Using Wand to extract images from PDFs in python
ImageMagick is a tool commonly used by developers to convert images between formats. It is a great tool that supports many image formats and is pretty easy to work with, once you get the command line arguments down. (It is a command line tool.)
I needed to extract images from PDFs, and although I could do it using just the command line, I wanted to use Python to do the extraction. There are a few libraries for python that can do it, so I wanted to compare them. Here are the candidates:
- Wand is a ctypes-based ImageMagick binding library for Python.
- PythonMagick is an object-oriented Python interface to ImageMagick.
- PythonMagickWand is an object-oriented Python interface to MagickWand based on ctypes.
The Comparison
After a short review of the current documentation on all three links above, it seems that only Wand is still supported, and only wand has up to date documentation. Based on that, I decided to continue with Wand alone.

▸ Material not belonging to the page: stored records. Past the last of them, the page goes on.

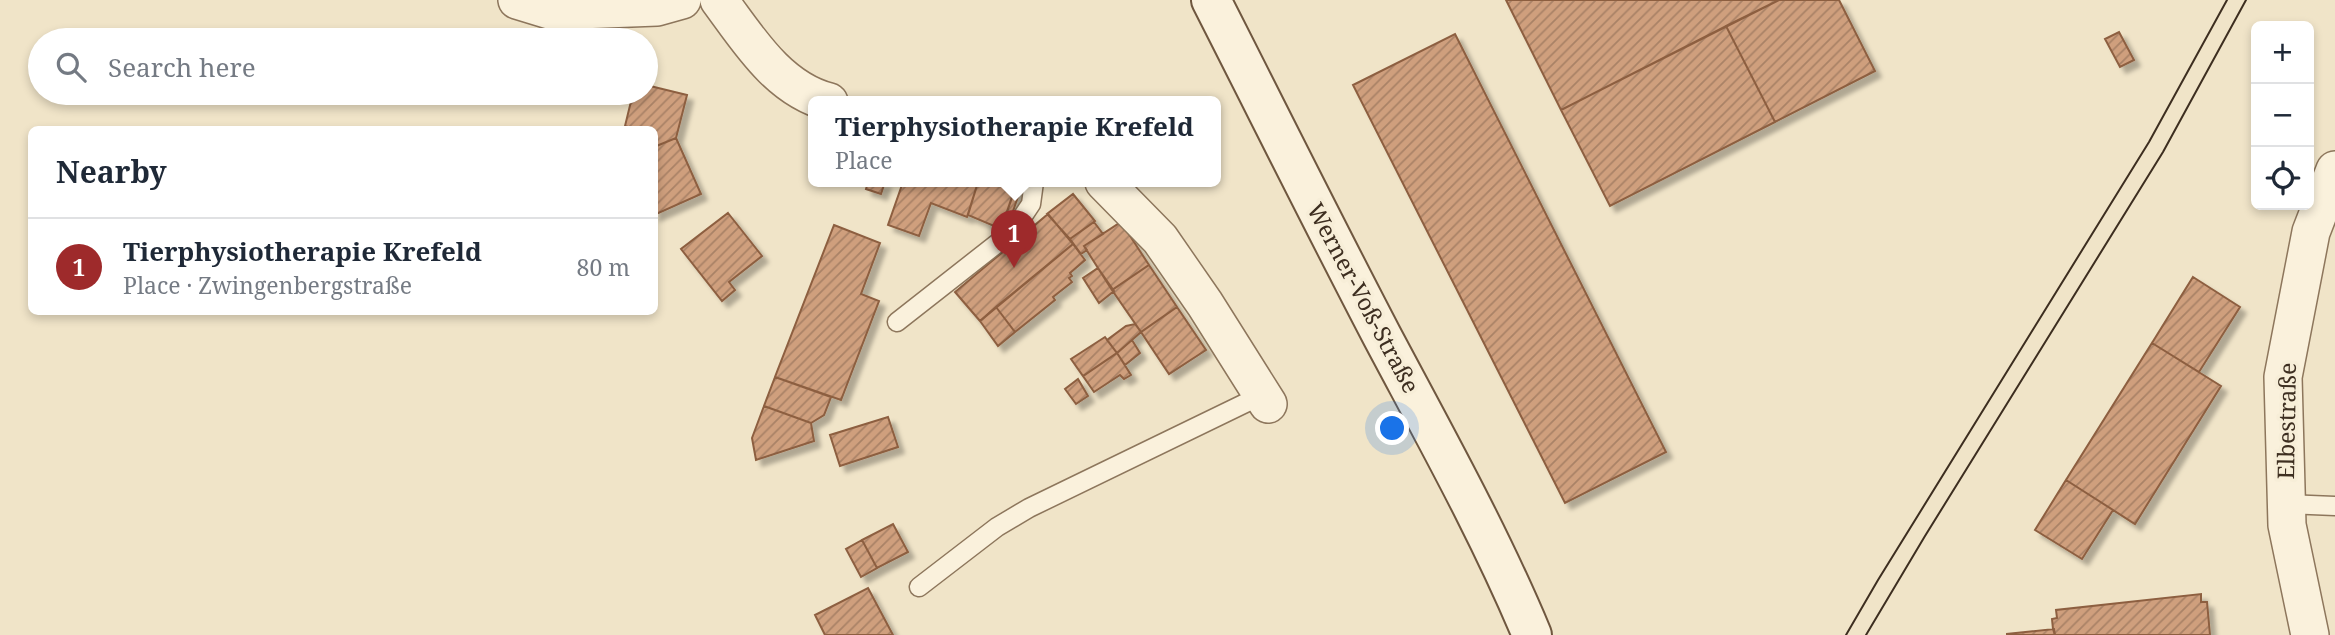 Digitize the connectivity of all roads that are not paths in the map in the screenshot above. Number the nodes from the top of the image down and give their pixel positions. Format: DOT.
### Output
graph roads {
  1 [pos="517,0"];
  2 [pos="682,0"];
  3 [pos="719,0"];
  4 [pos="1211,0"];
  5 [pos="809,96"];
  6 [pos="2335,170"];
  7 [pos="1033,187"];
  8 [pos="1109,187"];
  9 [pos="897,322"];
  10 [pos="1265,400"];
  11 [pos="2286,504"];
  12 [pos="2335,506"];
  13 [pos="919,587"];
  14 [pos="1532,635"];
  15 [pos="2310,635"];
  1 -- 2 [label="street"];
  3 -- 5 [label="street"];
  4 -- 14 [label="main road, Werner-Voß-Straße"];
  6 -- 11 [label="street, Elbestraße"];
  7 -- 9 [label="lane"];
  8 -- 10 [label="street"];
  10 -- 13 [label="lane"];
  11 -- 12 [label="lane"];
  11 -- 15 [label="street, Elbestraße"];
} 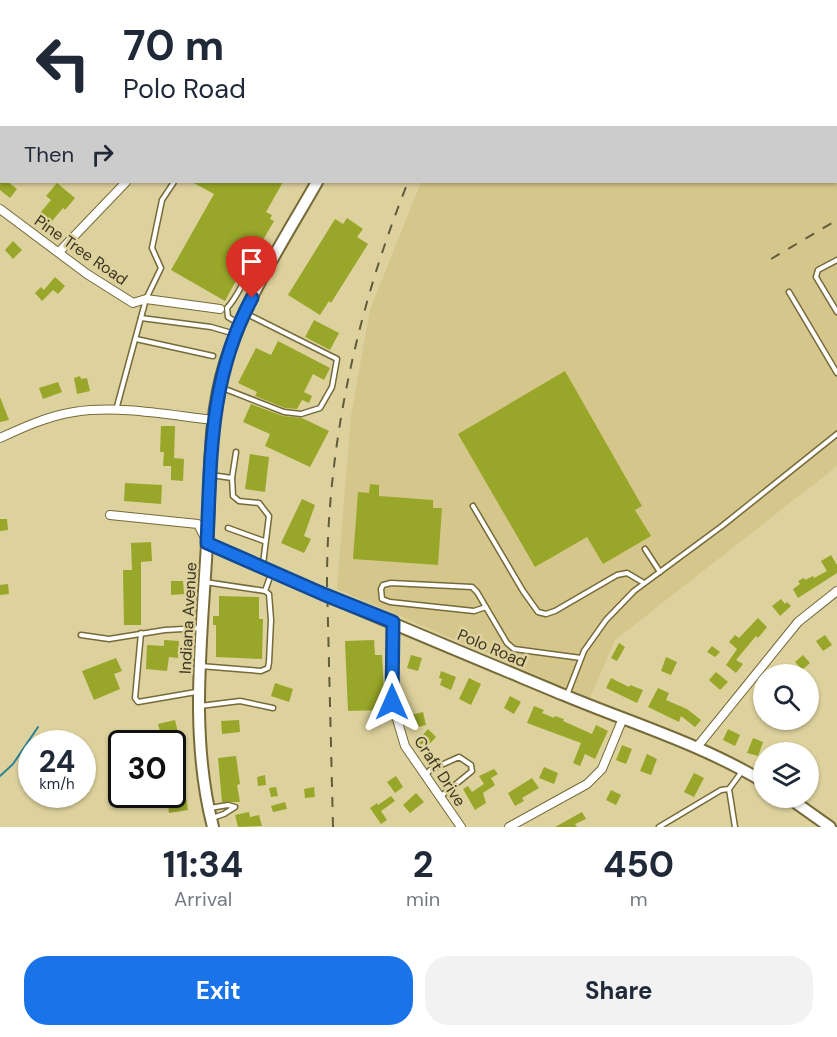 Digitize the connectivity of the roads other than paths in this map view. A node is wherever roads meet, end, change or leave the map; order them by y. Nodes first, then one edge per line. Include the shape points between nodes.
1 (125, 183) edge
2 (173, 183) edge
3 (316, 183) edge
4 (0, 209) edge
5 (59, 252) junction
6 (835, 261) edge
7 (837, 268) edge
8 (268, 269) junction
9 (789, 292) dead end
10 (146, 299) junction
11 (220, 309) dead end
12 (837, 312) edge
13 (244, 313) junction
14 (141, 318) junction
15 (238, 329) junction
16 (136, 339) junction
17 (213, 356) dead end
18 (837, 372) edge
19 (219, 387) junction
20 (116, 411) junction
21 (213, 420) junction
22 (837, 435) edge
23 (0, 438) edge
24 (236, 452) dead end
25 (211, 475) junction
26 (232, 478) junction
27 (473, 506) dead end
28 (110, 515) dead end
29 (228, 528) dead end
30 (264, 541) junction
31 (207, 543) junction
32 (645, 549) dead end
33 (267, 570) junction
34 (660, 572) junction
35 (205, 582) junction
36 (644, 584) junction
37 (265, 591) junction
38 (837, 591) edge
39 (486, 607) junction
40 (393, 622) junction
41 (202, 628) junction
42 (141, 633) junction
43 (81, 635) dead end
44 (581, 658) junction
45 (199, 666) junction
46 (200, 691) junction
47 (566, 696) junction
48 (200, 706) junction
49 (273, 708) dead end
50 (623, 718) junction
51 (697, 747) junction
52 (743, 770) junction
53 (425, 776) junction
54 (753, 776) edge
55 (729, 789) junction
56 (440, 797) junction
57 (803, 808) edge
58 (211, 818) edge
59 (837, 821) edge
60 (461, 827) edge
61 (509, 827) edge
62 (659, 827) edge
63 (735, 827) edge
64 (831, 827) edge

1 - 5 street
2 - 10 lane via 162,200 152,248 161,268
3 - 8 main road, Indiana Avenue
4 - 5 street, Pine Tree Road
5 - 10 street, Pine Tree Road via 133,303
6 - 7 lane
6 - 12 lane via 818,270 816,277
8 - 13 main road, Indiana Avenue
8 - 15 lane via 258,264 253,268 227,308 228,317
9 - 18 lane
10 - 11 street, Pine Tree Road
10 - 14 lane
13 - 15 main road, Indiana Avenue
13 - 19 lane via 337,359 332,387 320,408 301,414 284,412
14 - 15 lane
14 - 16 lane
15 - 19 main road, Indiana Avenue
16 - 17 lane
16 - 20 lane
19 - 21 main road, Indiana Avenue
20 - 21 street
20 - 23 street via 57,416
21 - 25 main road, Indiana Avenue
22 - 34 lane
24 - 26 lane
25 - 26 lane
25 - 31 main road, Indiana Avenue
26 - 30 lane via 233,496 239,501 260,503 269,516
27 - 36 lane via 538,612 555,611 617,575 627,573
28 - 31 street via 198,524
29 - 30 lane
30 - 33 lane
31 - 33 main road, Polo Road
31 - 35 main road, Indiana Avenue
32 - 34 lane
33 - 37 lane
33 - 40 main road, Polo Road
34 - 36 lane
35 - 37 lane
35 - 41 main road, Indiana Avenue
36 - 44 lane via 606,620
37 - 45 lane via 269,594 271,620 268,668 254,671
38 - 51 street via 798,622
39 - 39 lane via 472,587 391,583 381,589 382,599 390,602 474,611
39 - 44 lane via 514,649
40 - 47 main road, Polo Road
40 - 53 street, Craft Drive via 392,702 405,746
41 - 42 lane
41 - 45 main road, Indiana Avenue
42 - 43 lane via 109,639
42 - 46 lane via 135,698 138,702
44 - 47 lane
45 - 46 main road, Indiana Avenue
46 - 48 main road, Indiana Avenue
47 - 50 main road, Polo Road
48 - 49 lane via 240,701
48 - 58 main road, Indiana Avenue via 201,763
50 - 51 main road, Polo Road
50 - 61 street via 596,776
51 - 52 main road, Polo Road
52 - 54 main road, Polo Road
52 - 55 lane
53 - 56 street, Craft Drive
53 - 56 lane via 459,757 471,765 472,771
55 - 62 lane
55 - 63 lane
56 - 60 street, Craft Drive
57 - 64 main road
58 - 58 lane via 224,814 235,807 228,805
59 - 64 lane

Installing ImageMagick on a Mac with Brew
If you do not already have brew installed, you can follow my how-to on setting up a new mac, or just visit the brew home page. Once you have brew, you can install ImageMagick with the following:
$ brew install freetype imagemagick
==> Installing dependencies for imagemagick: freetype
==> Installing imagemagick dependency: freetype
==> Downloading https://homebrew.bintray.com/bottles/freetype-2.6.3.yosemite.bottle.tar.gz
######################################################## 100.0%
==> Pouring freetype-2.6.3.yosemite.bottle.tar.gz
🍺 /usr/local/Cellar/freetype/2.6.3: 60 files, 2.5M
==> Installing imagemagick
==> Downloading https://homebrew.bintray.com/bottles/imagemagick-6.9.3-0_2.yosemite.bottle.1.tar.gz
######################################################## 100.0%
==> Pouring imagemagick-6.9.3-0_2.yosemite.bottle.1.tar.gz
🍺 /usr/local/Cellar/imagemagick/6.9.3-0_2: 1,453 files, 17.6M
Assuming you do not already have ImageMagick installed, you will see the installation progress, be sure to follow any instructions at the end of the installation. You may be asked to link the binaries when it is completed.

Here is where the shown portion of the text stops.